Task description – Line by line, transcribe the data shown below.
=-=-=
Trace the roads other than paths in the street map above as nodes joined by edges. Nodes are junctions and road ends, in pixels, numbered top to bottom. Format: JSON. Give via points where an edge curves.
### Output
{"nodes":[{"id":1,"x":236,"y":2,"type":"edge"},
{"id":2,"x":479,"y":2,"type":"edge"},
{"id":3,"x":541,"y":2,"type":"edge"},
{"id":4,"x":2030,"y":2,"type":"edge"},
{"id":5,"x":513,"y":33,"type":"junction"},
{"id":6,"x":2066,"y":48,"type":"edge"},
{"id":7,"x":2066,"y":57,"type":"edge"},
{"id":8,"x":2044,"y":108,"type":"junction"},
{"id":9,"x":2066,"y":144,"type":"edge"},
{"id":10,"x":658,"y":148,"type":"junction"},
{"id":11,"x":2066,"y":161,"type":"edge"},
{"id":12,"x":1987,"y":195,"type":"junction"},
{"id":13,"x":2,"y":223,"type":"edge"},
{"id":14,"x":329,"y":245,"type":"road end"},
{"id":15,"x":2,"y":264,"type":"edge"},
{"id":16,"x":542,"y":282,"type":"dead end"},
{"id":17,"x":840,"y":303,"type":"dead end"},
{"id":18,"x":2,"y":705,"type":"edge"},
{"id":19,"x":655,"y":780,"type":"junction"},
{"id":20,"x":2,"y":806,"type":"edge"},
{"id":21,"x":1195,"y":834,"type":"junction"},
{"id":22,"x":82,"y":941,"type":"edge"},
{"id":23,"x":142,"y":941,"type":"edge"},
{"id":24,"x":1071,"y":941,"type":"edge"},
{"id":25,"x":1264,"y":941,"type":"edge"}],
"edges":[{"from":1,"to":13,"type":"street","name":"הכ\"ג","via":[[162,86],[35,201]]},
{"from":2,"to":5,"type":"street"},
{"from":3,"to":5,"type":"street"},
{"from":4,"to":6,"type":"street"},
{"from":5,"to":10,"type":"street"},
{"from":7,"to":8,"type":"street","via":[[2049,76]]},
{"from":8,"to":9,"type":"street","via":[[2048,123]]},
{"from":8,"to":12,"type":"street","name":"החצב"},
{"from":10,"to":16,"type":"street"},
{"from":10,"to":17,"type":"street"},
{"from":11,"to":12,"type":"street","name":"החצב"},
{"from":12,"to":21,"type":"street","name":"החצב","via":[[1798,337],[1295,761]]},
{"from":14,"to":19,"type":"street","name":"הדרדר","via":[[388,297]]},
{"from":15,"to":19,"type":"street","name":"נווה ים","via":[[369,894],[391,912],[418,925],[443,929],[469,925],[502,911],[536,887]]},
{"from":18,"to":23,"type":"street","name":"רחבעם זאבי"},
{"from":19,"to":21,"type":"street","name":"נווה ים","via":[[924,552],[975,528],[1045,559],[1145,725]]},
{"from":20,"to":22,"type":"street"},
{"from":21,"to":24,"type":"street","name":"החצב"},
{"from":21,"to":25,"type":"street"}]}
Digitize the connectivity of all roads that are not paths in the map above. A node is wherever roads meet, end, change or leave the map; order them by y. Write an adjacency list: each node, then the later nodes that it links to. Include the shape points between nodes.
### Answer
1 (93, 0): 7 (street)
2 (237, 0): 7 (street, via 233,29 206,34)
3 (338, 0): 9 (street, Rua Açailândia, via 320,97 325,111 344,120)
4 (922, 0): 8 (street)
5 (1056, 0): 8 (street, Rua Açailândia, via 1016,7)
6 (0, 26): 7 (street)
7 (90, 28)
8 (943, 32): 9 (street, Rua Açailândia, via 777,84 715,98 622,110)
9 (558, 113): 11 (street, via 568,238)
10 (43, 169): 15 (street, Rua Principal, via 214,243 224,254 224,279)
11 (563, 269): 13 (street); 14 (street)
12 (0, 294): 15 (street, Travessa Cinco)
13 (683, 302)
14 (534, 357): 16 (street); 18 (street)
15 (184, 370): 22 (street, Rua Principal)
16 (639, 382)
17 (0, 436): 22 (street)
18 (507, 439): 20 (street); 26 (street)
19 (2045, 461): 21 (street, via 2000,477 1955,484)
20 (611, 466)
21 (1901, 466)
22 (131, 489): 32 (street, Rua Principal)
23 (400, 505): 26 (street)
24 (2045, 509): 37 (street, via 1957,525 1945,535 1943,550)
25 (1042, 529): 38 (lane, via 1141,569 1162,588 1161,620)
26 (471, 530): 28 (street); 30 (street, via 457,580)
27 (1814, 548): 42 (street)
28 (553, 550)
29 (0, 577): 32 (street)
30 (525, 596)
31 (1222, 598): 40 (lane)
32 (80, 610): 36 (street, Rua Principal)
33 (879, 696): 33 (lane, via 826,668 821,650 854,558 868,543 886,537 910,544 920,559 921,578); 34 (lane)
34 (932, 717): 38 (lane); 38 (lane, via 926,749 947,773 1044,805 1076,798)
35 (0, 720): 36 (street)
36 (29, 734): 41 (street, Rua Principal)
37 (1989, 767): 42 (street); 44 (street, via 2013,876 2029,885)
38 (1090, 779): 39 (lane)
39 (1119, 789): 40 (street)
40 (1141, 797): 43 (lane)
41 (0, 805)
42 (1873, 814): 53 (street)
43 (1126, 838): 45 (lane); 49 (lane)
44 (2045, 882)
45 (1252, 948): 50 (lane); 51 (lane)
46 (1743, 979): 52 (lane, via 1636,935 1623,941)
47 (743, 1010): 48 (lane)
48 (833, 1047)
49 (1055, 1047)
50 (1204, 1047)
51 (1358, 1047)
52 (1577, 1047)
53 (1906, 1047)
=-=-=
Answer for this exercise –
Trace the roads other than paths in the street map above as nodes joined by edges. Nodes are junctions and road ends, in pixels, numbered top to bottom. Format: JSON. Give via points where an edge curves.
### Output
{"nodes":[{"id":1,"x":236,"y":2,"type":"edge"},
{"id":2,"x":479,"y":2,"type":"edge"},
{"id":3,"x":541,"y":2,"type":"edge"},
{"id":4,"x":2030,"y":2,"type":"edge"},
{"id":5,"x":513,"y":33,"type":"junction"},
{"id":6,"x":2066,"y":48,"type":"edge"},
{"id":7,"x":2066,"y":57,"type":"edge"},
{"id":8,"x":2044,"y":108,"type":"junction"},
{"id":9,"x":2066,"y":144,"type":"edge"},
{"id":10,"x":658,"y":148,"type":"junction"},
{"id":11,"x":2066,"y":161,"type":"edge"},
{"id":12,"x":1987,"y":195,"type":"junction"},
{"id":13,"x":2,"y":223,"type":"edge"},
{"id":14,"x":329,"y":245,"type":"road end"},
{"id":15,"x":2,"y":264,"type":"edge"},
{"id":16,"x":542,"y":282,"type":"dead end"},
{"id":17,"x":840,"y":303,"type":"dead end"},
{"id":18,"x":2,"y":705,"type":"edge"},
{"id":19,"x":655,"y":780,"type":"junction"},
{"id":20,"x":2,"y":806,"type":"edge"},
{"id":21,"x":1195,"y":834,"type":"junction"},
{"id":22,"x":82,"y":941,"type":"edge"},
{"id":23,"x":142,"y":941,"type":"edge"},
{"id":24,"x":1071,"y":941,"type":"edge"},
{"id":25,"x":1264,"y":941,"type":"edge"}],
"edges":[{"from":1,"to":13,"type":"street","name":"הכ\"ג","via":[[162,86],[35,201]]},
{"from":2,"to":5,"type":"street"},
{"from":3,"to":5,"type":"street"},
{"from":4,"to":6,"type":"street"},
{"from":5,"to":10,"type":"street"},
{"from":7,"to":8,"type":"street","via":[[2049,76]]},
{"from":8,"to":9,"type":"street","via":[[2048,123]]},
{"from":8,"to":12,"type":"street","name":"החצב"},
{"from":10,"to":16,"type":"street"},
{"from":10,"to":17,"type":"street"},
{"from":11,"to":12,"type":"street","name":"החצב"},
{"from":12,"to":21,"type":"street","name":"החצב","via":[[1798,337],[1295,761]]},
{"from":14,"to":19,"type":"street","name":"הדרדר","via":[[388,297]]},
{"from":15,"to":19,"type":"street","name":"נווה ים","via":[[369,894],[391,912],[418,925],[443,929],[469,925],[502,911],[536,887]]},
{"from":18,"to":23,"type":"street","name":"רחבעם זאבי"},
{"from":19,"to":21,"type":"street","name":"נווה ים","via":[[924,552],[975,528],[1045,559],[1145,725]]},
{"from":20,"to":22,"type":"street"},
{"from":21,"to":24,"type":"street","name":"החצב"},
{"from":21,"to":25,"type":"street"}]}
Digitize the connectivity of all roads that are not paths in the map above. A node is wherever roads meet, end, change or leave the map; order them by y. Write an adjacency list: each node, then the later nodes that it links to. Include the shape points between nodes.
### Answer
1 (93, 0): 7 (street)
2 (237, 0): 7 (street, via 233,29 206,34)
3 (338, 0): 9 (street, Rua Açailândia, via 320,97 325,111 344,120)
4 (922, 0): 8 (street)
5 (1056, 0): 8 (street, Rua Açailândia, via 1016,7)
6 (0, 26): 7 (street)
7 (90, 28)
8 (943, 32): 9 (street, Rua Açailândia, via 777,84 715,98 622,110)
9 (558, 113): 11 (street, via 568,238)
10 (43, 169): 15 (street, Rua Principal, via 214,243 224,254 224,279)
11 (563, 269): 13 (street); 14 (street)
12 (0, 294): 15 (street, Travessa Cinco)
13 (683, 302)
14 (534, 357): 16 (street); 18 (street)
15 (184, 370): 22 (street, Rua Principal)
16 (639, 382)
17 (0, 436): 22 (street)
18 (507, 439): 20 (street); 26 (street)
19 (2045, 461): 21 (street, via 2000,477 1955,484)
20 (611, 466)
21 (1901, 466)
22 (131, 489): 32 (street, Rua Principal)
23 (400, 505): 26 (street)
24 (2045, 509): 37 (street, via 1957,525 1945,535 1943,550)
25 (1042, 529): 38 (lane, via 1141,569 1162,588 1161,620)
26 (471, 530): 28 (street); 30 (street, via 457,580)
27 (1814, 548): 42 (street)
28 (553, 550)
29 (0, 577): 32 (street)
30 (525, 596)
31 (1222, 598): 40 (lane)
32 (80, 610): 36 (street, Rua Principal)
33 (879, 696): 33 (lane, via 826,668 821,650 854,558 868,543 886,537 910,544 920,559 921,578); 34 (lane)
34 (932, 717): 38 (lane); 38 (lane, via 926,749 947,773 1044,805 1076,798)
35 (0, 720): 36 (street)
36 (29, 734): 41 (street, Rua Principal)
37 (1989, 767): 42 (street); 44 (street, via 2013,876 2029,885)
38 (1090, 779): 39 (lane)
39 (1119, 789): 40 (street)
40 (1141, 797): 43 (lane)
41 (0, 805)
42 (1873, 814): 53 (street)
43 (1126, 838): 45 (lane); 49 (lane)
44 (2045, 882)
45 (1252, 948): 50 (lane); 51 (lane)
46 (1743, 979): 52 (lane, via 1636,935 1623,941)
47 (743, 1010): 48 (lane)
48 (833, 1047)
49 (1055, 1047)
50 (1204, 1047)
51 (1358, 1047)
52 (1577, 1047)
53 (1906, 1047)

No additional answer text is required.